L’iniziativa segna il debutto del nuovo piano triennale della manifestazione, caratterizzato da una direzione orientata alla sperimentazione di linguaggi, temi e formati con l’obiettivo programmatico di “Andare fuori” dai tradizionali spazi teatrali per ridefinire la fruizione dei luoghi pubblici e privati. Gli eventi in calendario sono accessibili a titolo completamente gratuito, previa prenotazione obbligatoria da effettuarsi tramite messaggio WhatsApp o sms al numero 328 8535125, indicando i dati anagrafici dei partecipanti, lo spettacolo d’interesse e il numero complessivo di posti richiesti.

Il calendario delle attività comincia venerdì 3 luglio alle ore 18 a Gorizia con la performance itinerante e partecipativa intitolata “Orfana la mia città”, concepita da Riccardo Tabilio. L’esperienza si avvale di un sistema audioguidato con cuffie wi-fi che conduce il pubblico in una passeggiata collettiva incentrata sul Novecento locale. La narrazione si basa rigorosamente sulle ricerche storiche condotte da Alessandro Cattunar e sulle testimonianze documentali raccolte in collaborazione con Kaja Širok, ripercorrendo le tappe cruciali del territorio dalla Gorizia asburgica alla Grande Guerra, fino all’avvento del fascismo di confine e alla successiva definizione della frontiera del 1947 tra Italia e Jugoslavia.

Il programma prosegue nella serata di sabato 4 luglio alle ore 21 a Gradisca d’Isonzo, all’interno degli spazi storici di palazzo Torriani, dove andrà in scena la produzione “La forma del maschio”. Lo spettacolo, scritto e interpretato sul palco da Gioele Peressini, fa parte del più ampio progetto denominato “Devianti.

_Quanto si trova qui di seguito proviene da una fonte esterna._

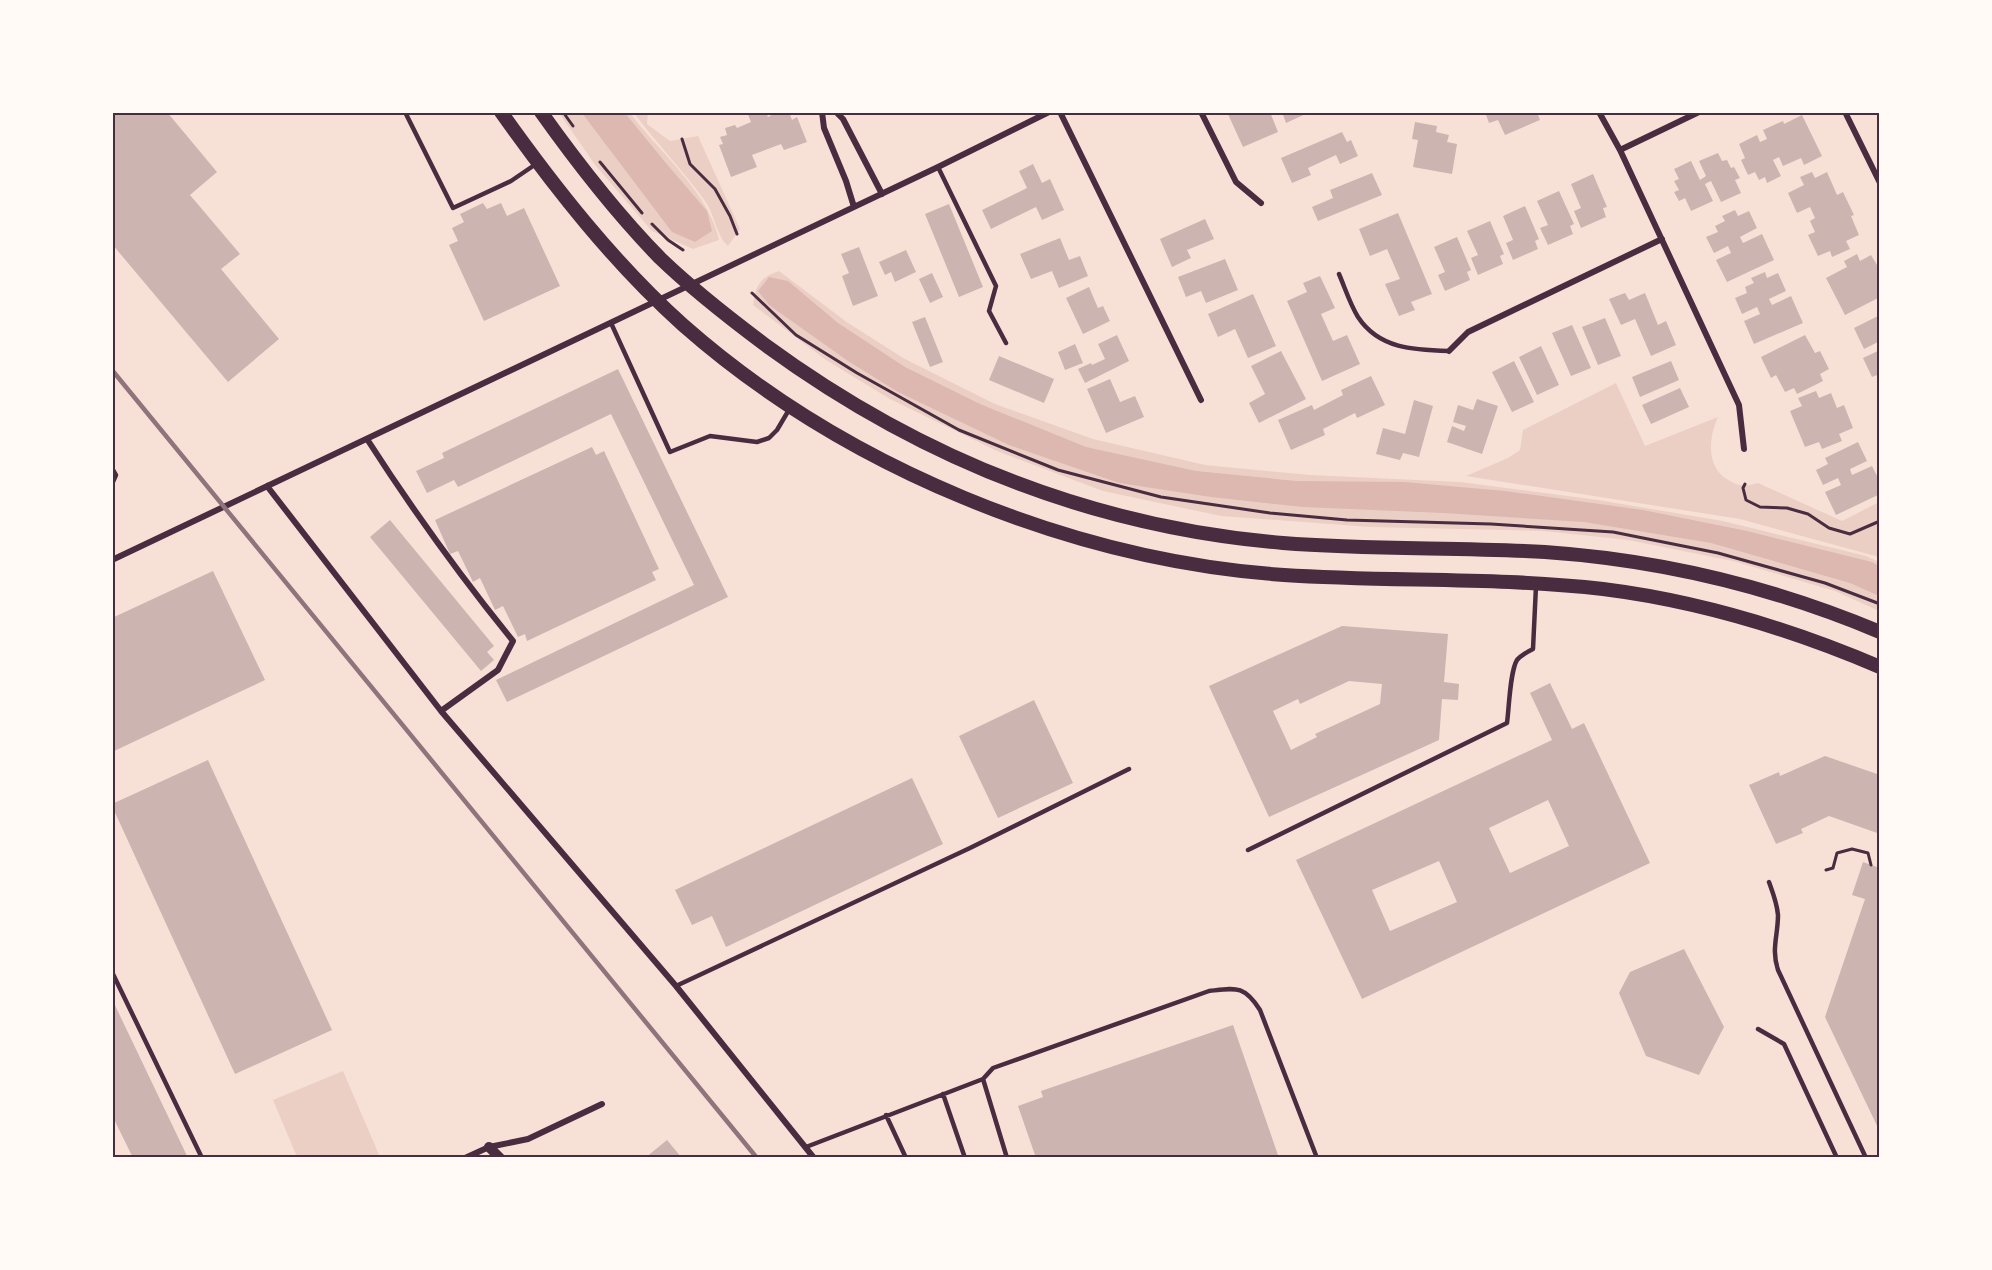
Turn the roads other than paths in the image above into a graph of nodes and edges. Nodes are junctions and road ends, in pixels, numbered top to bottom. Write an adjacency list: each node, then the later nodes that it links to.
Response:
1 (405, 112): 13 (lane)
2 (501, 112): 13 (main road)
3 (542, 112): 21 (main road)
4 (822, 112): 18 (street)
5 (836, 112): 16 (street)
6 (1049, 112): 14 (street)
7 (1060, 112): 26 (street)
8 (1202, 112): 17 (street)
9 (1599, 112): 12 (street)
10 (1699, 112): 12 (street)
11 (1845, 112): 15 (street)
12 (1620, 150): 19 (street)
13 (538, 163): 22 (main road)
14 (939, 167): 16 (street); 24 (lane)
15 (1880, 183)
16 (882, 194): 18 (street)
17 (1261, 203)
18 (854, 207): 21 (street)
19 (1662, 239): 25 (street); 29 (street)
20 (1339, 274): 25 (lane)
21 (690, 284): 22 (street); 35 (main road)
22 (658, 300): 23 (street); 27 (main road)
23 (611, 323): 27 (lane); 28 (street)
24 (1006, 343)
25 (1449, 351)
26 (1201, 400)
27 (791, 406): 34 (main road)
28 (367, 439): 32 (street); 37 (street)
29 (1744, 450)
30 (112, 468): 31 (lane)
31 (112, 484)
32 (267, 486): 33 (street); 37 (street)
33 (112, 560)
34 (1536, 583): 36 (main road); 39 (lane)
35 (1880, 632)
36 (1880, 667)
37 (441, 711): 42 (street)
38 (1129, 769): 42 (lane)
39 (1248, 850)
40 (1769, 882): 59 (lane)
41 (112, 972): 50 (lane)
42 (676, 986): 49 (street)
43 (1758, 1029): 58 (lane)
44 (983, 1079): 45 (lane); 56 (lane); 57 (lane)
45 (943, 1094): 47 (lane); 55 (lane)
46 (602, 1104): 48 (street)
47 (886, 1115): 49 (lane); 54 (lane)
48 (489, 1146): 51 (street); 52 (street)
49 (806, 1148): 53 (street)
50 (202, 1158)
51 (465, 1158)
52 (500, 1158)
53 (814, 1158)
54 (906, 1158)
55 (965, 1158)
56 (1007, 1158)
57 (1317, 1158)
58 (1837, 1158)
59 (1866, 1158)

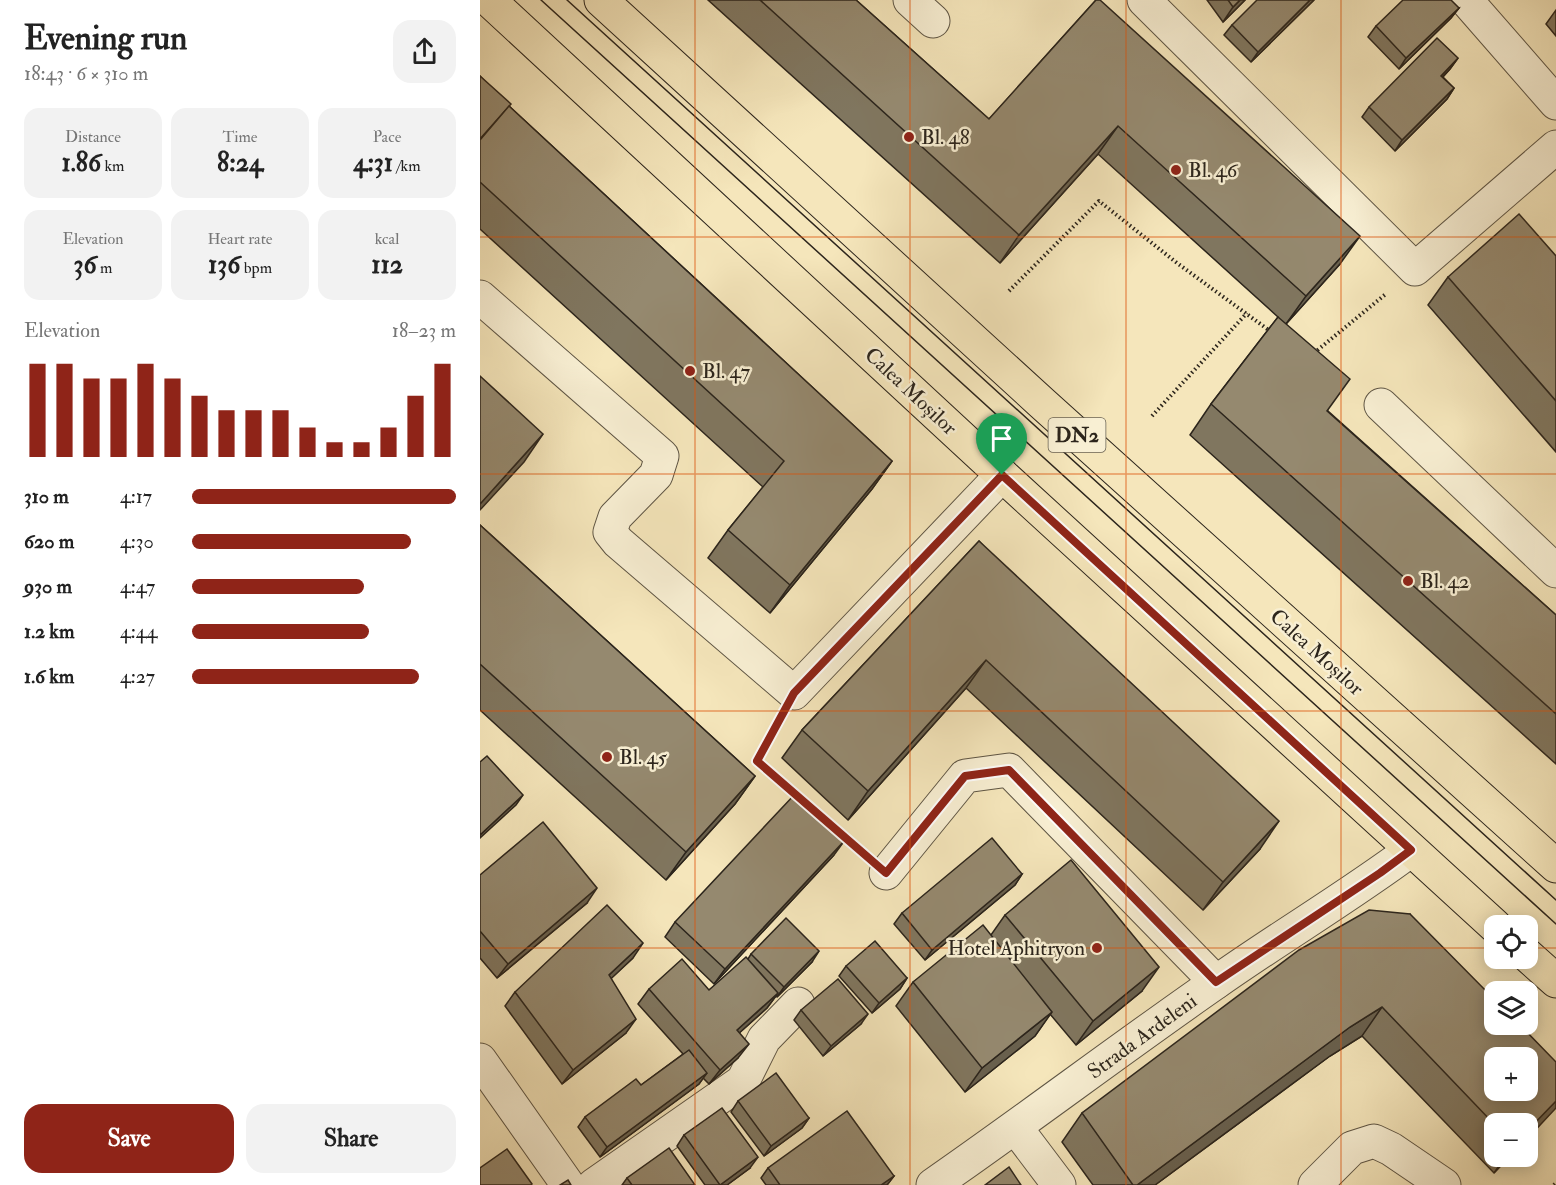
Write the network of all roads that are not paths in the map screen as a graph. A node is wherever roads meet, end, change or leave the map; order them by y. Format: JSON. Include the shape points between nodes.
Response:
{"nodes":[{"id":1,"x":489,"y":0,"type":"edge"},
{"id":2,"x":601,"y":0,"type":"edge"},
{"id":3,"x":1144,"y":0,"type":"edge"},
{"id":4,"x":1467,"y":0,"type":"edge"},
{"id":5,"x":1556,"y":103,"type":"edge"},
{"id":6,"x":1556,"y":147,"type":"edge"},
{"id":7,"x":480,"y":297,"type":"edge"},
{"id":8,"x":1381,"y":405,"type":"dead end"},
{"id":9,"x":1002,"y":475,"type":"junction"},
{"id":10,"x":1556,"y":571,"type":"edge"},
{"id":11,"x":1411,"y":850,"type":"junction"},
{"id":12,"x":1556,"y":866,"type":"edge"},
{"id":13,"x":886,"y":873,"type":"road end"},
{"id":14,"x":1484,"y":916,"type":"edge"},
{"id":15,"x":1538,"y":965,"type":"edge"},
{"id":16,"x":1556,"y":981,"type":"edge"},
{"id":17,"x":1216,"y":982,"type":"junction"},
{"id":18,"x":798,"y":1004,"type":"dead end"},
{"id":19,"x":480,"y":1059,"type":"edge"},
{"id":20,"x":1016,"y":1128,"type":"junction"},
{"id":21,"x":568,"y":1185,"type":"edge"},
{"id":22,"x":594,"y":1185,"type":"edge"},
{"id":23,"x":933,"y":1185,"type":"edge"},
{"id":24,"x":1059,"y":1185,"type":"edge"},
{"id":25,"x":1315,"y":1185,"type":"edge"},
{"id":26,"x":1444,"y":1185,"type":"edge"}],
"edges":[{"from":1,"to":9,"type":"main road","name":"Calea Moșilor"},
{"from":2,"to":12,"type":"main road","name":"Calea Moșilor","number":"DN2"},
{"from":3,"to":6,"type":"street","via":[[1415,269]]},
{"from":4,"to":5,"type":"street"},
{"from":7,"to":9,"type":"street","via":[[662,456],[656,475],[615,517],[609,532],[794,693]]},
{"from":8,"to":10,"type":"street"},
{"from":9,"to":11,"type":"main road","name":"Calea Moșilor"},
{"from":11,"to":14,"type":"main road","name":"Calea Moșilor"},
{"from":11,"to":17,"type":"street","name":"Strada Ardeleni"},
{"from":13,"to":17,"type":"street","via":[[965,776],[1009,770]]},
{"from":15,"to":16,"type":"main road"},
{"from":17,"to":20,"type":"street","name":"Strada Ardeleni"},
{"from":18,"to":22,"type":"street","via":[[764,1039],[743,1082]]},
{"from":19,"to":21,"type":"street"},
{"from":20,"to":23,"type":"street","name":"Strada Ardeleni"},
{"from":20,"to":24,"type":"street"},
{"from":25,"to":26,"type":"street","via":[[1352,1148],[1374,1141]]}]}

Storie di corpi e identità non conformi. 1900-1950”. L’opera teatrale traspone sul piano scenico le indagini contenute nel saggio d’archivio “Mascolinità devianti: dall’ex Litorale austriaco all’ex Venezia Giulia” di Marco Reglia, portando alla luce documenti giudiziari e materiali archivistici relativi alla repressione delle identità non conformi tra la fine dell’Ottocento e la metà del secolo scorso.